Accessibility links

Breaking News

Israel Braces for Possible Retaliation After Soleimani Killing

Israeli Prime Minister Benjamin Netanyahu chairs a weekly cabinet meeting in Jerusalem, Jan. 5, 2020.

Israel is on high alert fearing possible retaliation for the U.S. killing of top Iranian general Qassem Soleimani. President Donald Trump has stepped up his rhetoric and Iranian leaders are threatening both the U.S. and Israel.

Israeli Prime Minister Benjamin Netanyahu wasted no time in praising President Trump for the killing of Iranian Revolutionary Guards leader Qassem Soleimani.

"Just as Israel has the right of self-defense, the United States has the same right. Qassem Soleimani is responsible for the death of American citizens and many other innocent people.

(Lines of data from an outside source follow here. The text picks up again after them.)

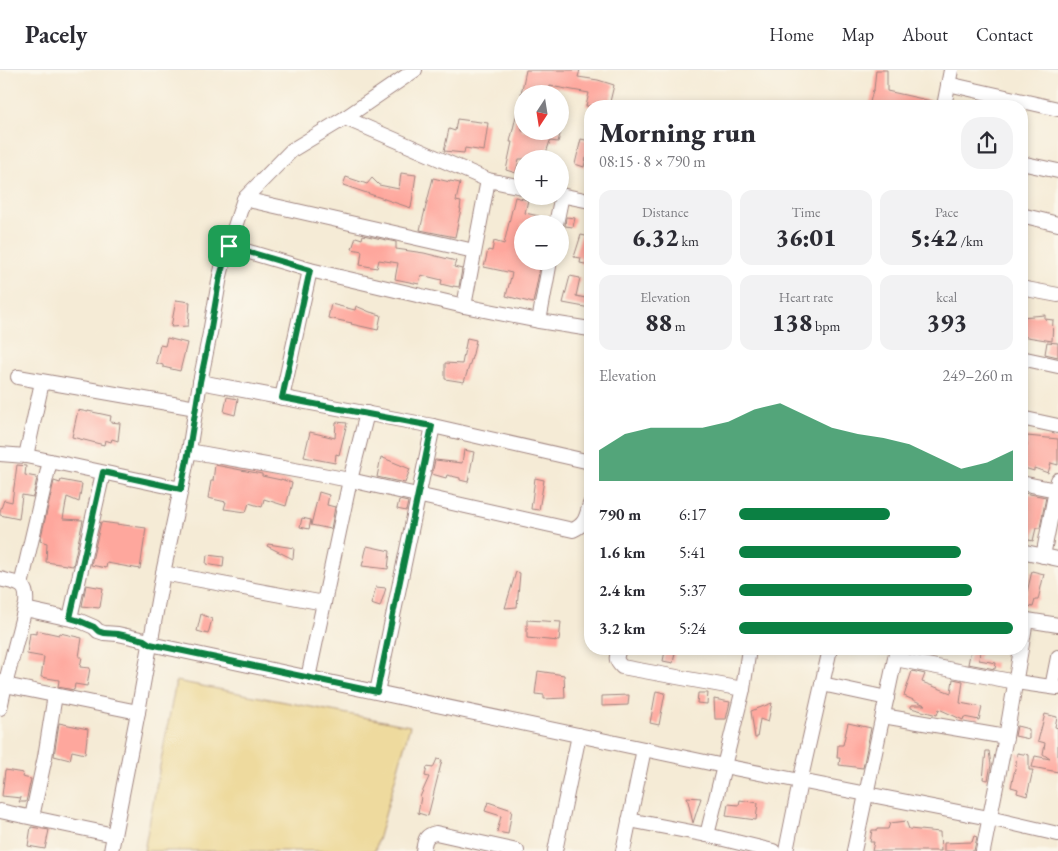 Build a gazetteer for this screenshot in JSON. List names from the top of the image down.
{
  "north": "bottom",
  "page": {
    "header": "Pacely",
    "nav": [
      "Home",
      "Map",
      "About",
      "Contact"
    ],
    "map_buttons": ["+", "−"],
    "heading": ["Morning run", "08:15 · 8 × 790 m"],
    "stats": [
      ["Distance", "6.32 km"],
      ["Time", "36:01"],
      ["Pace", "5:42 /km"],
      ["Elevation", "88 m"],
      ["Heart rate", "138 bpm"],
      ["kcal", "393"]
    ],
    "chart": ["Elevation", "249–260 m"],
    "list": [
      {
        "name": "790 m",
        "note": "6:17"
      },
      {
        "name": "1.6 km",
        "note": "5:41"
      },
      {
        "name": "2.4 km",
        "note": "5:37"
      },
      {
        "name": "3.2 km",
        "note": "5:24"
      }
    ]
  }
}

He was planning more such attacks. President Trump deserves all the credit for acting swiftly, forcefully, decisively. Israel stands with the United States in its just struggle for peace, security and self-defense," he said.

Netanyahu also cut short a trip to Greece to return home immediately. Israel is concerned that retaliation could come either directly from Iran or through the Iranian proxy Hezbollah. Hezbollah leader Hassan Nasrallah said the killing was the start of a new war with the U.S., and called on Shi’ite militias to attack U.S. military assets throughout the Middle East. He also said that Israel had asked the U.S. to kill Soleimani.

Trump has threatened to target 52 Iranian sites if Tehran retaliates against U.S. interests.

Israeli officials say Hezbollah has more than 100,000 rockets that can hit all parts of the country. At the same time, they do not believe that Hezbollah wants an all-out war with Israel.

Israel closed the Mount Hermon ski resort on the border with Syria and Lebanon on Friday, fearing possible attacks, and kept it closed Saturday because of a major storm in the area. It is now open, however, meaning that intelligence officials do not believe an attack is imminent.

Israel also urged its embassies abroad to step up security procedures, fearing possible retaliation; but, Israel’s former chief of military intelligence said it is more likely that any retaliation will focus on U.S. interests.

Israeli analysts also debated how serious a blow the death of Soleimani will be to Iran. Dan Orbach, a military historian, told Israel Radio that the Iranian Revolutionary Guards are known to be decentralized and that Soleimani’s killing will not paralyze the organization.

"On the other hand, Soleimani was a very charismatic person – he had a lot of experience, he had a lot of knowledge. He [was] directing operations especially in the Arab world and against Israel. We don’t know for certain but his successor, Ismail Raraby, probably does not even speak Arabic," Orbach said.

Israeli officials say they will continue to stay on high alert both in Israel and abroad for several months.